The Gary C. Comer Geochemistry Building (Comer Building) cooled its specialized lab equipment with the same rooftop air-cooled chillers that were used to cool the building.
While this approach provided initial cost savings during construction of the facility, the chillers were required to operate year-round and were substantially oversized for cooler months.
This capacity imbalance caused frequent short cycling of the compressors and condenser fan motors which led to numerous failures and an almost 30 percent reduction in the life of the equipment. This short cycling also caused substantially higher operating costs for the facility.
EMCOR Services New York/New Jersey Inc. installed a rooftop mounted dry cooler, which was piped in parallel with the existing chillers, to more cost effectively meet the process cooling needs during cooler months.
This solution allowed the energy-intensive chillers to remain off-line for almost a third of year, which helped extend the chillers' useful life by more than five years and helped the campus save over 200,000 kWh of electricity ($21,000 annually), and an average of $30,000 per year in maintenance costs.
The electricity savings alone will help save 141 metric tons of carbon dioxide emissions (CO2e) annually or 2,115 metric tons of Carbon over the life of the equipment.
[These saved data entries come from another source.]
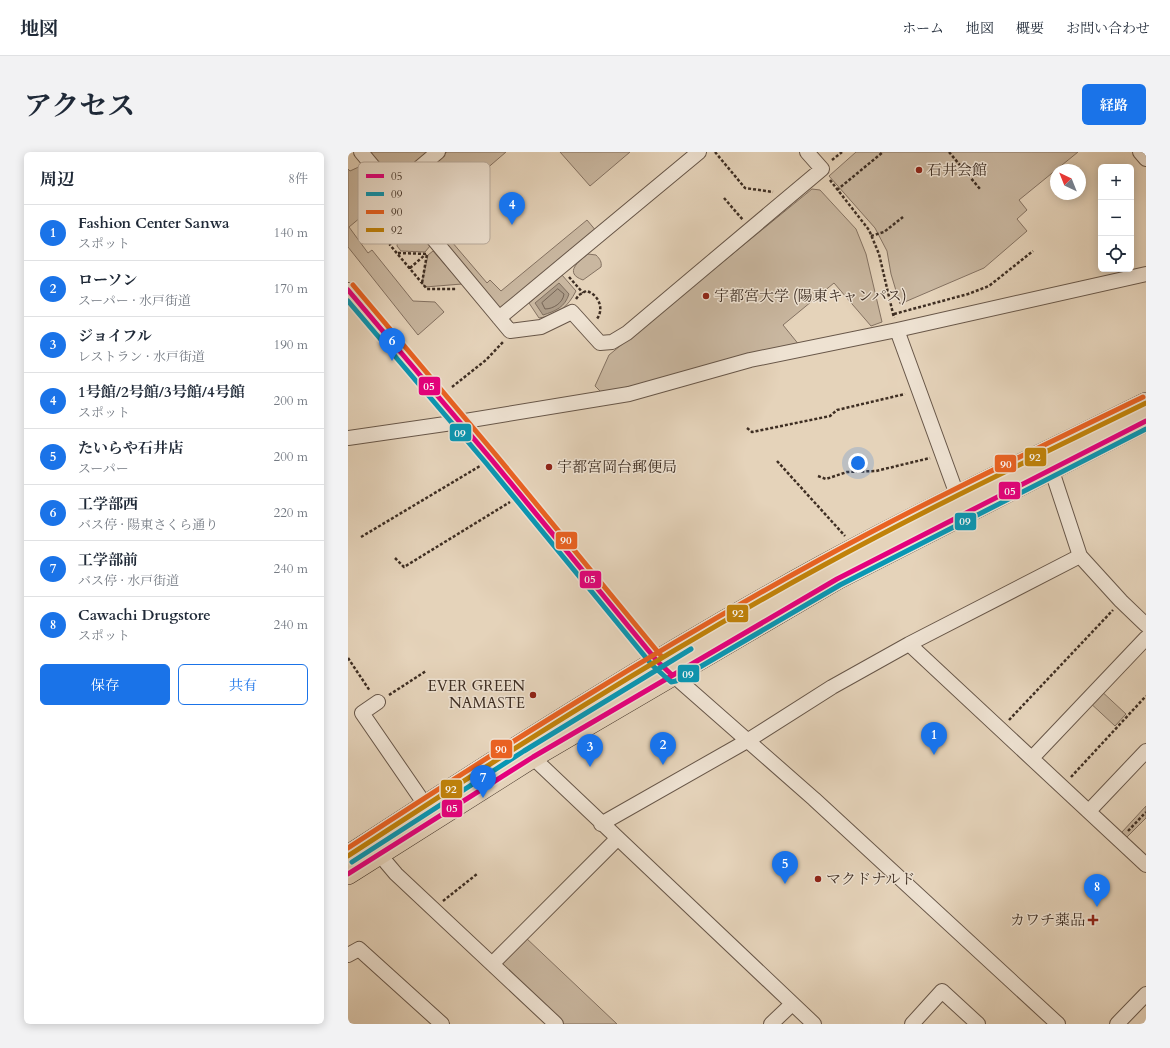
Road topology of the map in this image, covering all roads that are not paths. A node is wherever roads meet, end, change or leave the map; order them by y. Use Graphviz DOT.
graph roads {
  1 [pos="361,152"];
  2 [pos="438,152"];
  3 [pos="699,152"];
  4 [pos="807,152"];
  5 [pos="1140,152"];
  6 [pos="1146,159"];
  7 [pos="369,162"];
  8 [pos="428,162"];
  9 [pos="438,244"];
  10 [pos="1146,274"];
  11 [pos="348,291"];
  12 [pos="499,318"];
  13 [pos="897,330"];
  14 [pos="1146,403"];
  15 [pos="1146,420"];
  16 [pos="459,422"];
  17 [pos="348,438"];
  18 [pos="1048,460"];
  19 [pos="960,504"];
  20 [pos="1080,556"];
  21 [pos="1146,625"];
  22 [pos="1146,638"];
  23 [pos="909,644"];
  24 [pos="657,661"];
  25 [pos="672,675"];
  26 [pos="378,702"];
  27 [pos="747,741"];
  28 [pos="526,751"];
  29 [pos="1146,751"];
  30 [pos="1032,758"];
  31 [pos="426,806"];
  32 [pos="1089,811"];
  33 [pos="601,824"];
  34 [pos="617,839"];
  35 [pos="374,849"];
  36 [pos="348,856"];
  37 [pos="1146,864"];
  38 [pos="348,874"];
  39 [pos="348,955"];
  40 [pos="492,964"];
  41 [pos="1146,994"];
  42 [pos="792,1004"];
  43 [pos="442,1024"];
  44 [pos="556,1024"];
  45 [pos="771,1024"];
  46 [pos="814,1024"];
  47 [pos="912,1024"];
  48 [pos="978,1024"];
  49 [pos="1058,1024"];
  50 [pos="1117,1024"];
  1 -- 7 [label="street"];
  2 -- 8 [label="street"];
  3 -- 12 [label="street"];
  4 -- 12 [label="street"];
  5 -- 6 [label="street"];
  9 -- 12 [label="street"];
  10 -- 13 [label="street"];
  11 -- 16 [label="street"];
  13 -- 16 [label="street"];
  13 -- 19 [label="street"];
  14 -- 18 [label="highway"];
  15 -- 18 [label="highway"];
  16 -- 17 [label="street"];
  16 -- 24 [label="street"];
  18 -- 19 [label="highway"];
  18 -- 20 [label="street"];
  19 -- 24 [label="highway"];
  19 -- 25 [label="highway"];
  20 -- 21 [label="street"];
  20 -- 23 [label="street"];
  22 -- 30 [label="street"];
  23 -- 27 [label="street"];
  23 -- 30 [label="street"];
  24 -- 25 [label="street"];
  24 -- 28 [label="highway"];
  25 -- 27 [label="street"];
  25 -- 28 [label="highway"];
  26 -- 31 [label="street"];
  27 -- 33 [label="street"];
  27 -- 49 [label="street"];
  28 -- 31 [label="highway"];
  28 -- 33 [label="street"];
  28 -- 35 [label="highway"];
  29 -- 32 [label="street"];
  30 -- 32 [label="street"];
  31 -- 35 [label="highway"];
  32 -- 37 [label="street"];
  33 -- 34 [label="street"];
  34 -- 40 [label="street"];
  34 -- 42 [label="street"];
  35 -- 36 [label="highway"];
  35 -- 38 [label="highway"];
  35 -- 40 [label="street"];
  39 -- 43 [label="street"];
  40 -- 44 [label="street"];
  41 -- 50 [label="street"];
  42 -- 45 [label="street"];
  42 -- 46 [label="street"];
  47 -- 48 [label="street"];
}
According to the Greenhouse Gas Equivalencies Calculator, this is the annual equivalent of 2,338 tree seedlings sequestering Carbon for ten years.
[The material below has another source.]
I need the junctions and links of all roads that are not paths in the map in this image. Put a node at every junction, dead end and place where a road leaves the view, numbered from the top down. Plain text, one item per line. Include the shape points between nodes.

This project demonstrates our drive to support sustainability by implementing smart solutions to maximize energy efficiency and create a positive impact on the environment.
Columbia University values energy efficiency and the environment, which includes reducing their carbon footprint. When the Comer Building’s chilled water system began showing signs of early aging, the client needed a more efficient, environmentally friendly solution.
We worked with the client’s Facilities Engineer to:
- Design and install a new dry cooler system over an approximately six-month period
- Replace ten compressor and variable frequency drives for their existing three 300-ton air-cooled chillers
Columbia University's Gary C. Comer Geochemistry Building houses ample lab space supporting research and development to advance climate science. This was the university's first project to earn LEED Silver certification.